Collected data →
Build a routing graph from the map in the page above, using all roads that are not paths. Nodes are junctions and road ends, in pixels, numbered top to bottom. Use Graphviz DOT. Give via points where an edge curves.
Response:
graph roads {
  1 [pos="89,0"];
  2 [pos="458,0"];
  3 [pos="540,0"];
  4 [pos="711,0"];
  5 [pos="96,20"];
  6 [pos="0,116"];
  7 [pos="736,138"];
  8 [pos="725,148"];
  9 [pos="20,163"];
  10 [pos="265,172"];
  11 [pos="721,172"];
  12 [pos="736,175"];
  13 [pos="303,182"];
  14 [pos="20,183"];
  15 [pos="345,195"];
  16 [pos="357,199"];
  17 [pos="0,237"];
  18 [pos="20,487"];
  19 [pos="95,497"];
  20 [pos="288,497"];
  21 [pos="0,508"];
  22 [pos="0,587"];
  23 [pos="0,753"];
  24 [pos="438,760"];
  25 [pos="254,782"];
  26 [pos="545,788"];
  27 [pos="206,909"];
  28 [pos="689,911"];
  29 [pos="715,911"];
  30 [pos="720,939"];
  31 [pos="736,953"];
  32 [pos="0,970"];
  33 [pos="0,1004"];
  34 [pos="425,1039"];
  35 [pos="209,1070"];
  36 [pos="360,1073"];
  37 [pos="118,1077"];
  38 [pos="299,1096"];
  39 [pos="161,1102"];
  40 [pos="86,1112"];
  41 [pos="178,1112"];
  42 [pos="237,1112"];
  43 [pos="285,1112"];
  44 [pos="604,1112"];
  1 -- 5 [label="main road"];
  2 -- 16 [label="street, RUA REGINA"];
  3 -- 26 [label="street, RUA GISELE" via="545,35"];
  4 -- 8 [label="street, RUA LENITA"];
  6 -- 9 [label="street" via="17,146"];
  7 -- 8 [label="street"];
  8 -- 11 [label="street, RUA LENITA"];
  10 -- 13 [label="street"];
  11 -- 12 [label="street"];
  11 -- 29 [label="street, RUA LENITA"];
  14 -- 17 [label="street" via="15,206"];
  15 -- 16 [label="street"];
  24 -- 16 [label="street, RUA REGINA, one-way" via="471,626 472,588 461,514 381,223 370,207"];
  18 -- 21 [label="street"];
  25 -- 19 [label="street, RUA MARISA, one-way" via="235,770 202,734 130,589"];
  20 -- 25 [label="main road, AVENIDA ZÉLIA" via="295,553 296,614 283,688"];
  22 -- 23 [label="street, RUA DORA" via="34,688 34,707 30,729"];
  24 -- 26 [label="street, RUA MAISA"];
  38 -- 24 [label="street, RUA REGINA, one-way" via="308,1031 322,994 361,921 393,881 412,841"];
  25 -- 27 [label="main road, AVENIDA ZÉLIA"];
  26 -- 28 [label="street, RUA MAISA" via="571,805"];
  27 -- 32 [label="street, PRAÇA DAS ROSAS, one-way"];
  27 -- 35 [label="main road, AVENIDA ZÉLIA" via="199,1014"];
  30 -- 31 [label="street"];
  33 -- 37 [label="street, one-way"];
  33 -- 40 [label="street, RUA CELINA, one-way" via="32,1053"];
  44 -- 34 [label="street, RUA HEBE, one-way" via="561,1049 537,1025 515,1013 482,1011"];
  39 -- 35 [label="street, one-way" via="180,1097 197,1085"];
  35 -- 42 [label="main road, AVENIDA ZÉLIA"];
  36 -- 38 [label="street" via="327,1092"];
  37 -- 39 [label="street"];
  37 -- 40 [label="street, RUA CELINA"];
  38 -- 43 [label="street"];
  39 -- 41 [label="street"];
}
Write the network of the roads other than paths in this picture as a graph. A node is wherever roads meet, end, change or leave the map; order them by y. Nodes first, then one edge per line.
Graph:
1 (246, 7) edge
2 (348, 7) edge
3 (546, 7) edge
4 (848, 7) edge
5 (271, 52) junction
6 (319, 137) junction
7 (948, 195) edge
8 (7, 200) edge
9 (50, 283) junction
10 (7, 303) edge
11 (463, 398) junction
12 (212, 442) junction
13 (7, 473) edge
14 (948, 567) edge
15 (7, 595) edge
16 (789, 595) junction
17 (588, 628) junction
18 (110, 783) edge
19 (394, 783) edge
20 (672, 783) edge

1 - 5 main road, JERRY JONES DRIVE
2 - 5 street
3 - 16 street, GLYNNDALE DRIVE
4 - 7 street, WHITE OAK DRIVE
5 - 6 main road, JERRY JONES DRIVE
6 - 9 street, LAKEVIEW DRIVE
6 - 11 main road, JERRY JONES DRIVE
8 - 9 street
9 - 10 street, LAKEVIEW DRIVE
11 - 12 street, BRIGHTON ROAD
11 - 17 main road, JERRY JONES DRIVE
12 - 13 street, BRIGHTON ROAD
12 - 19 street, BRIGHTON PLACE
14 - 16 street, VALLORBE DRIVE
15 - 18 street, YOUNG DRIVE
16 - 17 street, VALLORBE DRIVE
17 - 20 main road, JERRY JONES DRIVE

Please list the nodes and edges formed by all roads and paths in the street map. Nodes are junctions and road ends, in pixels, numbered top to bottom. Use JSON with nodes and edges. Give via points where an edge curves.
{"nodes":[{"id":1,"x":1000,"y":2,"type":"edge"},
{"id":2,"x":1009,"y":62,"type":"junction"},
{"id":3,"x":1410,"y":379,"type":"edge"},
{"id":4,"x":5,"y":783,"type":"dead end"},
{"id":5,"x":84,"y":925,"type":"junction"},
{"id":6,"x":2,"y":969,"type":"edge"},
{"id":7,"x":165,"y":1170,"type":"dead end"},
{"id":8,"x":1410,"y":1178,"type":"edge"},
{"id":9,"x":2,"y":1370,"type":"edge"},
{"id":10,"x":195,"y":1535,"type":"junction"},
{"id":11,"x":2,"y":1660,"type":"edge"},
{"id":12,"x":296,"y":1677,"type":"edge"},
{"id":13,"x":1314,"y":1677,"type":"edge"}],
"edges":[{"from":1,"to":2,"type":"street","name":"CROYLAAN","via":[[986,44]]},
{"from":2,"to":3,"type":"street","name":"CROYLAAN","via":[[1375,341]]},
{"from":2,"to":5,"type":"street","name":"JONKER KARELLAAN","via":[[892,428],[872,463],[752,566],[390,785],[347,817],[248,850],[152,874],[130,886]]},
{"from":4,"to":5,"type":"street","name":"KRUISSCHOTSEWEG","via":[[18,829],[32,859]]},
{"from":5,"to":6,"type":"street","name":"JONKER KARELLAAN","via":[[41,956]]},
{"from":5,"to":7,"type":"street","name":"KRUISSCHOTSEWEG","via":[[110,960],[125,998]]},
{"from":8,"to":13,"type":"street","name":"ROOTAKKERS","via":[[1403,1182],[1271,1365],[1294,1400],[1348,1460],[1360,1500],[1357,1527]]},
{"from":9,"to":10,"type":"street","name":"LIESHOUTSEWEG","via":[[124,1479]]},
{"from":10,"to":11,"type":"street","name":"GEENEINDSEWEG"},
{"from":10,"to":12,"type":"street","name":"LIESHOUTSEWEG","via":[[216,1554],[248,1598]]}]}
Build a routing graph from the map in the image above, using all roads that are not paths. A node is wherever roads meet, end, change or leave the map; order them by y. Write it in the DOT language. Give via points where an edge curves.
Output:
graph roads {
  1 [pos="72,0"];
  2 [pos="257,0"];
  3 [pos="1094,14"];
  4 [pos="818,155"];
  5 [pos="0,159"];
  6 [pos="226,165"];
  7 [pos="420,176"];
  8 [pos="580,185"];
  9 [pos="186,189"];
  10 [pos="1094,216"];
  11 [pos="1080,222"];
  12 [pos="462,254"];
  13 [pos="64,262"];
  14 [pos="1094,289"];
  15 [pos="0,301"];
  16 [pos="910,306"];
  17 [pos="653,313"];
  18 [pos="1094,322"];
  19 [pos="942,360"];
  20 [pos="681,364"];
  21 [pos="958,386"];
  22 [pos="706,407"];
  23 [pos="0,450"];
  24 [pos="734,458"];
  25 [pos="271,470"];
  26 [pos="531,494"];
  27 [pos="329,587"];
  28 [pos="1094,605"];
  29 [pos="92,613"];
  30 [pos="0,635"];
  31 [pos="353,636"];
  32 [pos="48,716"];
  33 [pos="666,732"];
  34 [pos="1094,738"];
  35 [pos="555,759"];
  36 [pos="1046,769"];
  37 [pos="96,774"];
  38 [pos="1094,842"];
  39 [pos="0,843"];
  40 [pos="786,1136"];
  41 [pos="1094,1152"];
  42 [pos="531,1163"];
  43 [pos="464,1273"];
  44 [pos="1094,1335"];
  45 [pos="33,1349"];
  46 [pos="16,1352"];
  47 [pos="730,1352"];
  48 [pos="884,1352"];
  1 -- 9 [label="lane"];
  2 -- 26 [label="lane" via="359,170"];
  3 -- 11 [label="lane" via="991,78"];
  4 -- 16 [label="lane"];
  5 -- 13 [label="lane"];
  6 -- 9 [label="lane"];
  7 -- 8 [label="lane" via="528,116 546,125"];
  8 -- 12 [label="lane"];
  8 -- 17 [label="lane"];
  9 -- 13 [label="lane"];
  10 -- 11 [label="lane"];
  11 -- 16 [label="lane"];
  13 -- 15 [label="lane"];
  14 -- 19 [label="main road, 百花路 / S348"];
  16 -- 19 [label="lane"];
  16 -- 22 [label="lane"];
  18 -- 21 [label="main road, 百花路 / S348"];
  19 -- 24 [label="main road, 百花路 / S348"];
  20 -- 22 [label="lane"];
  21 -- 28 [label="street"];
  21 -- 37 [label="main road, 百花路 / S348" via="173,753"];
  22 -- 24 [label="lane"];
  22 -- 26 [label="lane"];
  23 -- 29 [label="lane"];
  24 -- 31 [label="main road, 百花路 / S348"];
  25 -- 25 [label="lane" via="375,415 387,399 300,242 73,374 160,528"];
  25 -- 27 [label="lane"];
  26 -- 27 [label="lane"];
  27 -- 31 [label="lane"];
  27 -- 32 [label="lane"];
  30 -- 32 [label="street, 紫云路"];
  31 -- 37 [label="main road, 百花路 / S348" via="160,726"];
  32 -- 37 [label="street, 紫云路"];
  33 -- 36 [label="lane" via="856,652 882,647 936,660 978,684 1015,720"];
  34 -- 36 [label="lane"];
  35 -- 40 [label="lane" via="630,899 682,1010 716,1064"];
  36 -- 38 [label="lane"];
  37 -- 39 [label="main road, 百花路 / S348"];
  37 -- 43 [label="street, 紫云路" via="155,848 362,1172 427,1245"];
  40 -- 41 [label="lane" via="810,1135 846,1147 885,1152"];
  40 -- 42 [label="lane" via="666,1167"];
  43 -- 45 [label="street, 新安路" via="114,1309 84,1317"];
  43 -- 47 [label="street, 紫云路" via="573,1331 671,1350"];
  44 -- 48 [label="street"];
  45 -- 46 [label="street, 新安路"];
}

DIRECTIONS FOR THIS TASK → Scan the records above for the string "ZÉLIA", then select every line that holds it.

RESULT OF THE TASK →
  20 -- 25 [label="main road, AVENIDA ZÉLIA" via="295,553 296,614 283,688"];
  25 -- 27 [label="main road, AVENIDA ZÉLIA"];
  27 -- 35 [label="main road, AVENIDA ZÉLIA" via="199,1014"];
  35 -- 42 [label="main road, AVENIDA ZÉLIA"];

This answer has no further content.